WHAT THE EXERCISE ASKS.
Your answer must be an exact copy of the records below, with every picture left out.

Collected data
________________________

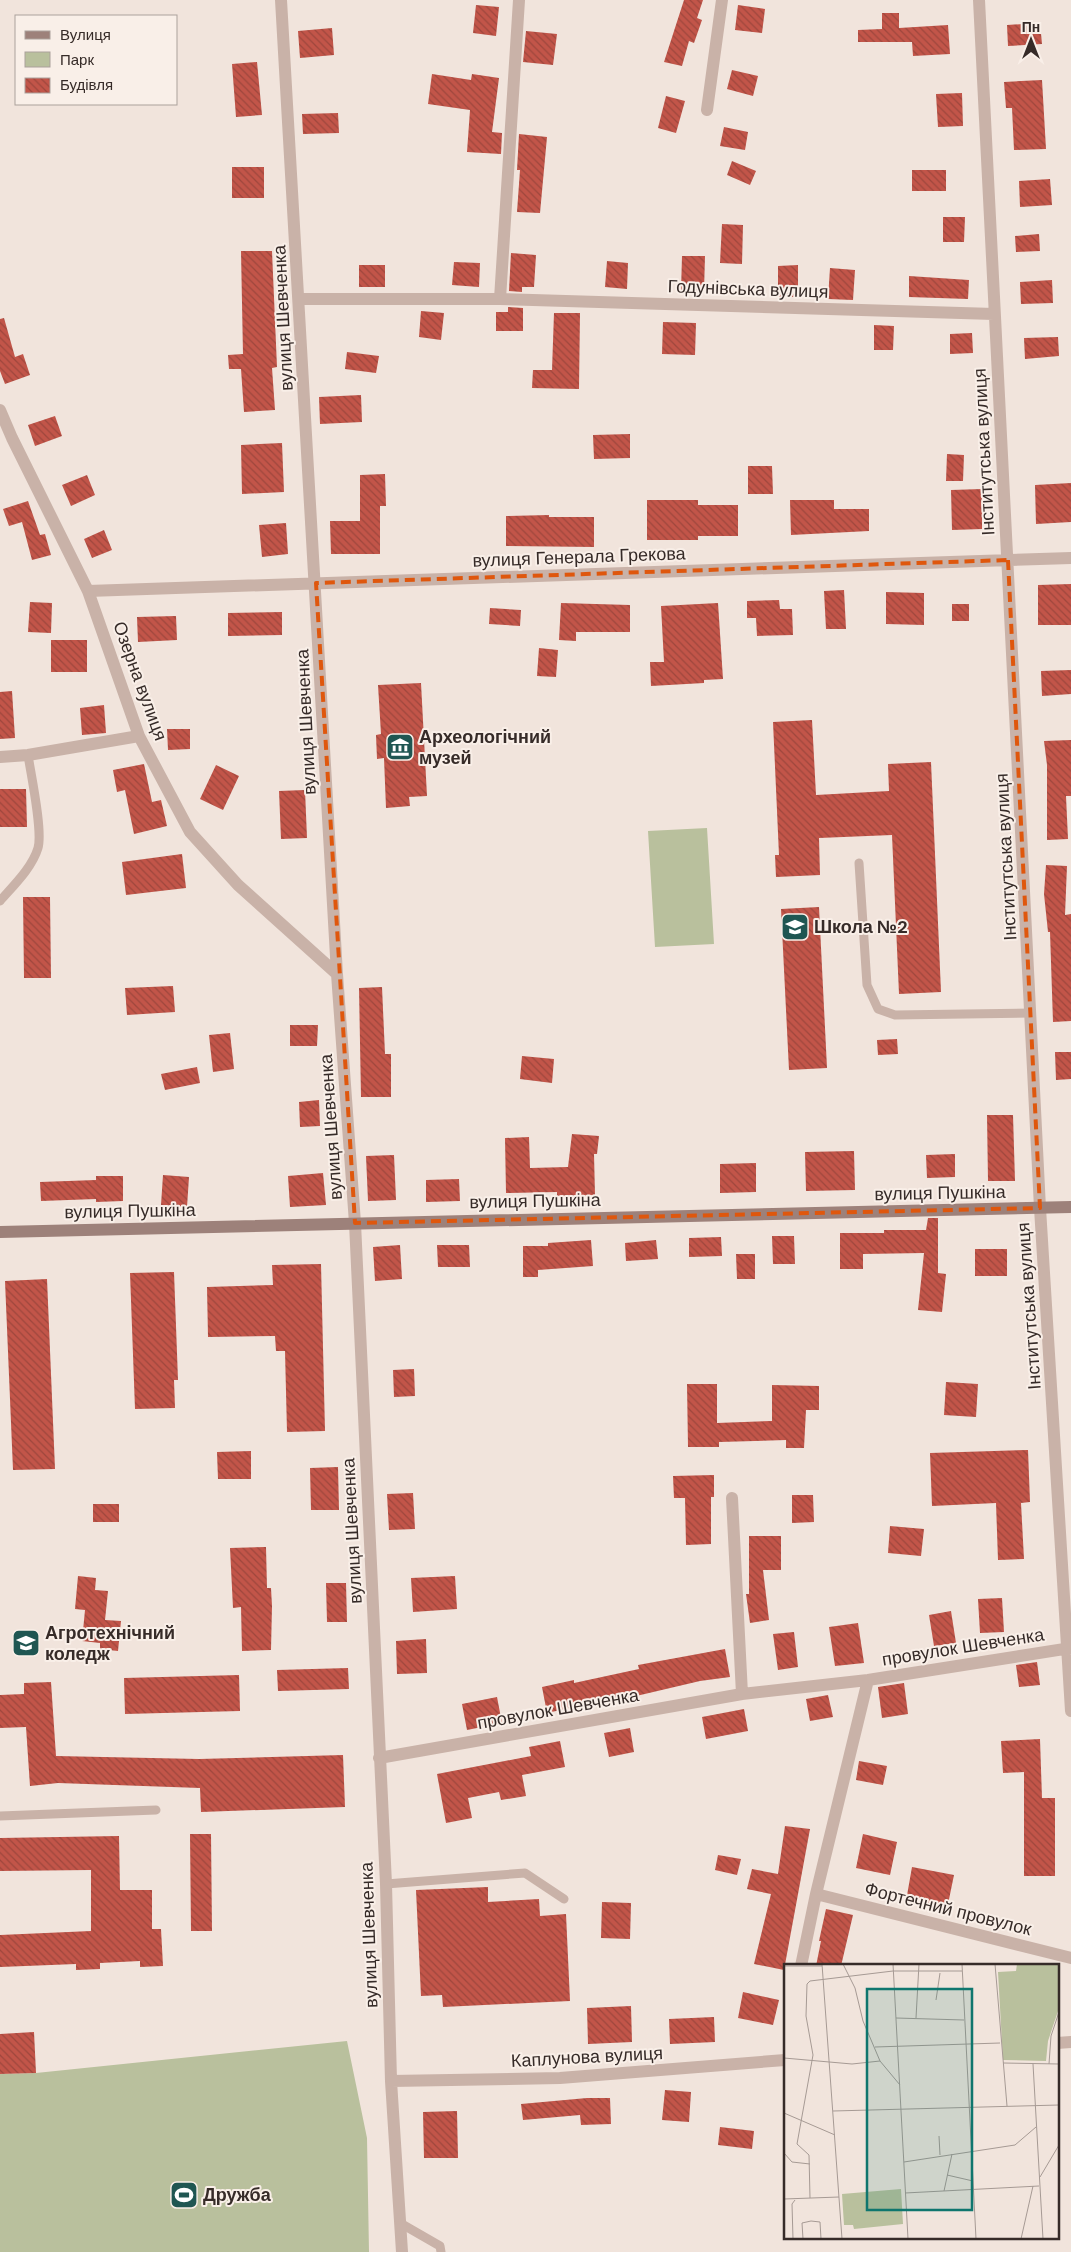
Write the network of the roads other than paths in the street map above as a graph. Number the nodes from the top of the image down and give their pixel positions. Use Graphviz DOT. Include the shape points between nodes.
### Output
graph roads {
  1 [pos="281,0"];
  2 [pos="519,0"];
  3 [pos="722,0"];
  4 [pos="979,0"];
  5 [pos="707,110"];
  6 [pos="300,300"];
  7 [pos="500,300"];
  8 [pos="994,314"];
  9 [pos="0,410"];
  10 [pos="1071,558"];
  11 [pos="1008,560"];
  12 [pos="316,583"];
  13 [pos="88,591"];
  14 [pos="138,736"];
  15 [pos="28,755"];
  16 [pos="0,757"];
  17 [pos="859,862"];
  18 [pos="0,901"];
  19 [pos="337,974"];
  20 [pos="1031,1013"];
  21 [pos="1071,1207"];
  22 [pos="1040,1208"];
  23 [pos="355,1223"];
  24 [pos="0,1232"];
  25 [pos="732,1498"];
  26 [pos="1069,1648"];
  27 [pos="868,1680"];
  28 [pos="742,1694"];
  29 [pos="1071,1711"];
  30 [pos="379,1758"];
  31 [pos="156,1810"];
  32 [pos="0,1816"];
  33 [pos="386,1884"];
  34 [pos="816,1894"];
  35 [pos="564,1899"];
  36 [pos="1071,1958"];
  37 [pos="801,1964"];
  38 [pos="1071,2042"];
  39 [pos="1058,2043"];
  40 [pos="784,2056"];
  41 [pos="391,2082"];
  42 [pos="400,2223"];
  43 [pos="402,2252"];
  44 [pos="440,2252"];
  1 -- 6 [label="street, вулиця Шевченка"];
  2 -- 7 [label="street"];
  3 -- 5 [label="street"];
  4 -- 8 [label="street, Інститутська вулиця"];
  6 -- 7 [label="street, Годунівська вулиця"];
  6 -- 12 [label="street, вулиця Шевченка"];
  7 -- 8 [label="street, Годунівська вулиця"];
  8 -- 11 [label="street, Інститутська вулиця"];
  9 -- 13 [label="street, Озерна вулиця"];
  10 -- 11 [label="street, вулиця Генерала Грекова"];
  11 -- 12 [label="street, вулиця Генерала Грекова"];
  11 -- 20 [label="street, Інститутська вулиця"];
  12 -- 13 [label="street, вулиця Генерала Грекова"];
  12 -- 19 [label="street, вулиця Шевченка"];
  13 -- 14 [label="street, Озерна вулиця"];
  14 -- 15 [label="street"];
  14 -- 19 [label="street, Озерна вулиця" via="190,832 238,885"];
  15 -- 16 [label="street"];
  15 -- 18 [label="lane" via="38,847 24,873"];
  17 -- 20 [label="lane" via="867,985 878,1009 895,1015"];
  19 -- 23 [label="street, вулиця Шевченка"];
  20 -- 22 [label="street, Інститутська вулиця"];
  21 -- 22 [label="street, вулиця Пушкіна"];
  22 -- 23 [label="street, вулиця Пушкіна"];
  22 -- 26 [label="street, Інститутська вулиця"];
  23 -- 24 [label="street, вулиця Пушкіна"];
  23 -- 30 [label="street, вулиця Шевченка"];
  25 -- 28 [label="street"];
  26 -- 27 [label="street, провулок Шевченка"];
  26 -- 29 [label="street, Інститутська вулиця"];
  27 -- 28 [label="street, провулок Шевченка"];
  27 -- 34 [label="street"];
  28 -- 30 [label="street, провулок Шевченка"];
  30 -- 33 [label="street, вулиця Шевченка"];
  31 -- 32 [label="lane"];
  33 -- 35 [label="lane" via="525,1873"];
  33 -- 41 [label="street, вулиця Шевченка"];
  34 -- 36 [label="street, Фортечний провулок"];
  34 -- 37 [label="street"];
  38 -- 39 [label="street"];
  40 -- 41 [label="street, Каплунова вулиця" via="560,2078"];
  41 -- 42 [label="street, вулиця Шевченка"];
  42 -- 43 [label="street, вулиця Шевченка"];
  42 -- 44 [label="lane" via="440,2246"];
}
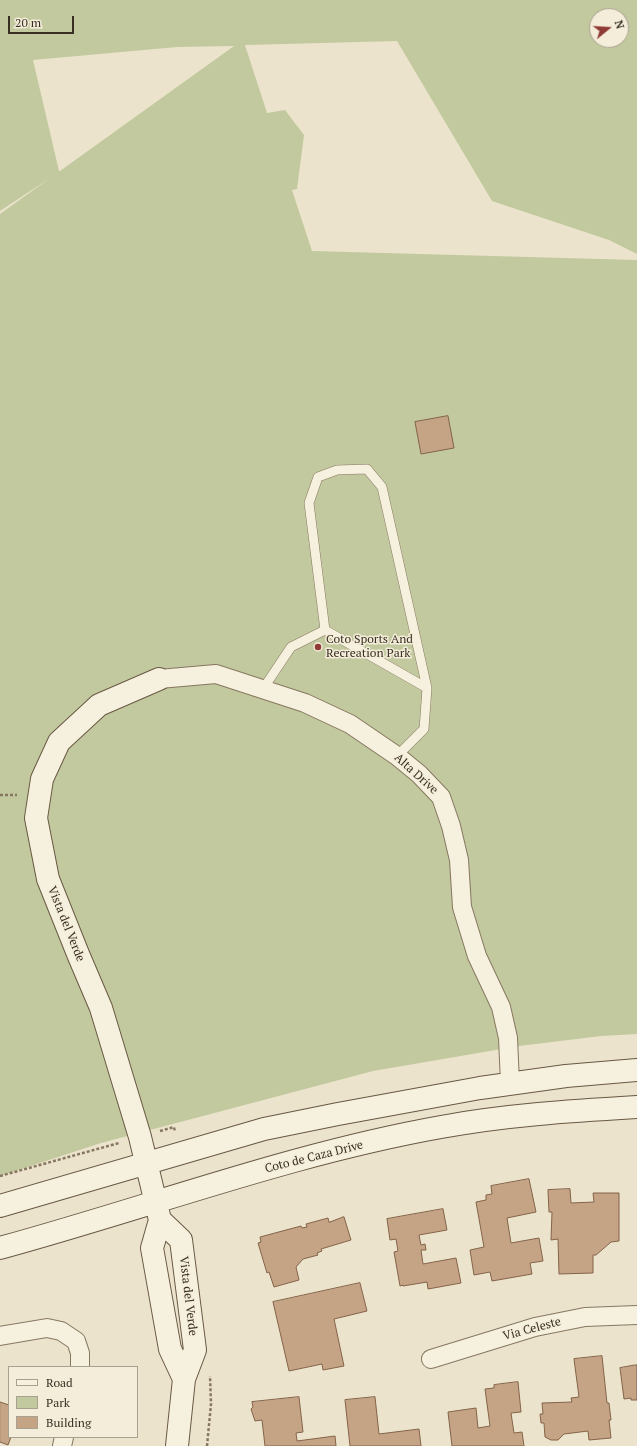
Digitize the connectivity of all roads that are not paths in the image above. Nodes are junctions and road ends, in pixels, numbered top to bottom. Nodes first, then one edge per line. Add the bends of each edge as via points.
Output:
1 (325, 630) junction
2 (159, 679) joint
3 (427, 688) junction
4 (263, 689) junction
5 (397, 756) junction
6 (637, 1070) edge
7 (510, 1084) junction
8 (637, 1107) edge
9 (147, 1164) junction
10 (0, 1206) edge
11 (158, 1211) junction
12 (0, 1248) edge
13 (637, 1315) edge
14 (0, 1336) edge
15 (431, 1358) dead end
16 (80, 1366) edge
17 (184, 1379) junction
18 (177, 1446) edge

1 - 3 lane
1 - 3 lane via 309,503 318,477 337,470 367,469 382,486
1 - 4 lane via 291,647
2 - 4 street, Alta Drive via 216,674
2 - 9 main road, Vista del Verde via 99,705 59,742 42,780 36,818 48,880 101,1008
3 - 5 lane via 424,729
4 - 5 street, Alta Drive via 305,703 350,724
5 - 7 street, Alta Drive via 441,797 451,826 459,860 462,907 477,956 501,1006 508,1038
6 - 7 main road
7 - 9 main road via 264,1129
8 - 11 main road, Coto de Caza Drive via 540,1113 430,1129 313,1156 216,1183
9 - 10 main road
9 - 11 main road, Vista del Verde
11 - 12 main road, Coto de Caza Drive
11 - 17 main road, Vista del Verde via 152,1248 170,1349
11 - 17 main road, Vista del Verde via 181,1240 195,1350
13 - 15 street, Via Celeste via 584,1316 542,1325
14 - 16 street via 47,1328 61,1331 76,1341 80,1353
17 - 18 main road, Vista del Verde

________________________

RESULT.
Write the network of the roads other than paths in the street map above as a graph. Number the nodes from the top of the image down and give their pixel positions. Use Graphviz DOT. Include the shape points between nodes.
### Output
graph roads {
  1 [pos="281,0"];
  2 [pos="519,0"];
  3 [pos="722,0"];
  4 [pos="979,0"];
  5 [pos="707,110"];
  6 [pos="300,300"];
  7 [pos="500,300"];
  8 [pos="994,314"];
  9 [pos="0,410"];
  10 [pos="1071,558"];
  11 [pos="1008,560"];
  12 [pos="316,583"];
  13 [pos="88,591"];
  14 [pos="138,736"];
  15 [pos="28,755"];
  16 [pos="0,757"];
  17 [pos="859,862"];
  18 [pos="0,901"];
  19 [pos="337,974"];
  20 [pos="1031,1013"];
  21 [pos="1071,1207"];
  22 [pos="1040,1208"];
  23 [pos="355,1223"];
  24 [pos="0,1232"];
  25 [pos="732,1498"];
  26 [pos="1069,1648"];
  27 [pos="868,1680"];
  28 [pos="742,1694"];
  29 [pos="1071,1711"];
  30 [pos="379,1758"];
  31 [pos="156,1810"];
  32 [pos="0,1816"];
  33 [pos="386,1884"];
  34 [pos="816,1894"];
  35 [pos="564,1899"];
  36 [pos="1071,1958"];
  37 [pos="801,1964"];
  38 [pos="1071,2042"];
  39 [pos="1058,2043"];
  40 [pos="784,2056"];
  41 [pos="391,2082"];
  42 [pos="400,2223"];
  43 [pos="402,2252"];
  44 [pos="440,2252"];
  1 -- 6 [label="street, вулиця Шевченка"];
  2 -- 7 [label="street"];
  3 -- 5 [label="street"];
  4 -- 8 [label="street, Інститутська вулиця"];
  6 -- 7 [label="street, Годунівська вулиця"];
  6 -- 12 [label="street, вулиця Шевченка"];
  7 -- 8 [label="street, Годунівська вулиця"];
  8 -- 11 [label="street, Інститутська вулиця"];
  9 -- 13 [label="street, Озерна вулиця"];
  10 -- 11 [label="street, вулиця Генерала Грекова"];
  11 -- 12 [label="street, вулиця Генерала Грекова"];
  11 -- 20 [label="street, Інститутська вулиця"];
  12 -- 13 [label="street, вулиця Генерала Грекова"];
  12 -- 19 [label="street, вулиця Шевченка"];
  13 -- 14 [label="street, Озерна вулиця"];
  14 -- 15 [label="street"];
  14 -- 19 [label="street, Озерна вулиця" via="190,832 238,885"];
  15 -- 16 [label="street"];
  15 -- 18 [label="lane" via="38,847 24,873"];
  17 -- 20 [label="lane" via="867,985 878,1009 895,1015"];
  19 -- 23 [label="street, вулиця Шевченка"];
  20 -- 22 [label="street, Інститутська вулиця"];
  21 -- 22 [label="street, вулиця Пушкіна"];
  22 -- 23 [label="street, вулиця Пушкіна"];
  22 -- 26 [label="street, Інститутська вулиця"];
  23 -- 24 [label="street, вулиця Пушкіна"];
  23 -- 30 [label="street, вулиця Шевченка"];
  25 -- 28 [label="street"];
  26 -- 27 [label="street, провулок Шевченка"];
  26 -- 29 [label="street, Інститутська вулиця"];
  27 -- 28 [label="street, провулок Шевченка"];
  27 -- 34 [label="street"];
  28 -- 30 [label="street, провулок Шевченка"];
  30 -- 33 [label="street, вулиця Шевченка"];
  31 -- 32 [label="lane"];
  33 -- 35 [label="lane" via="525,1873"];
  33 -- 41 [label="street, вулиця Шевченка"];
  34 -- 36 [label="street, Фортечний провулок"];
  34 -- 37 [label="street"];
  38 -- 39 [label="street"];
  40 -- 41 [label="street, Каплунова вулиця" via="560,2078"];
  41 -- 42 [label="street, вулиця Шевченка"];
  42 -- 43 [label="street, вулиця Шевченка"];
  42 -- 44 [label="lane" via="440,2246"];
}
Digitize the connectivity of all roads that are not paths in the image above. Nodes are junctions and road ends, in pixels, numbered top to bottom. Nodes first, then one edge per line. Add the bends of each edge as via points.
Output:
1 (325, 630) junction
2 (159, 679) joint
3 (427, 688) junction
4 (263, 689) junction
5 (397, 756) junction
6 (637, 1070) edge
7 (510, 1084) junction
8 (637, 1107) edge
9 (147, 1164) junction
10 (0, 1206) edge
11 (158, 1211) junction
12 (0, 1248) edge
13 (637, 1315) edge
14 (0, 1336) edge
15 (431, 1358) dead end
16 (80, 1366) edge
17 (184, 1379) junction
18 (177, 1446) edge

1 - 3 lane
1 - 3 lane via 309,503 318,477 337,470 367,469 382,486
1 - 4 lane via 291,647
2 - 4 street, Alta Drive via 216,674
2 - 9 main road, Vista del Verde via 99,705 59,742 42,780 36,818 48,880 101,1008
3 - 5 lane via 424,729
4 - 5 street, Alta Drive via 305,703 350,724
5 - 7 street, Alta Drive via 441,797 451,826 459,860 462,907 477,956 501,1006 508,1038
6 - 7 main road
7 - 9 main road via 264,1129
8 - 11 main road, Coto de Caza Drive via 540,1113 430,1129 313,1156 216,1183
9 - 10 main road
9 - 11 main road, Vista del Verde
11 - 12 main road, Coto de Caza Drive
11 - 17 main road, Vista del Verde via 152,1248 170,1349
11 - 17 main road, Vista del Verde via 181,1240 195,1350
13 - 15 street, Via Celeste via 584,1316 542,1325
14 - 16 street via 47,1328 61,1331 76,1341 80,1353
17 - 18 main road, Vista del Verde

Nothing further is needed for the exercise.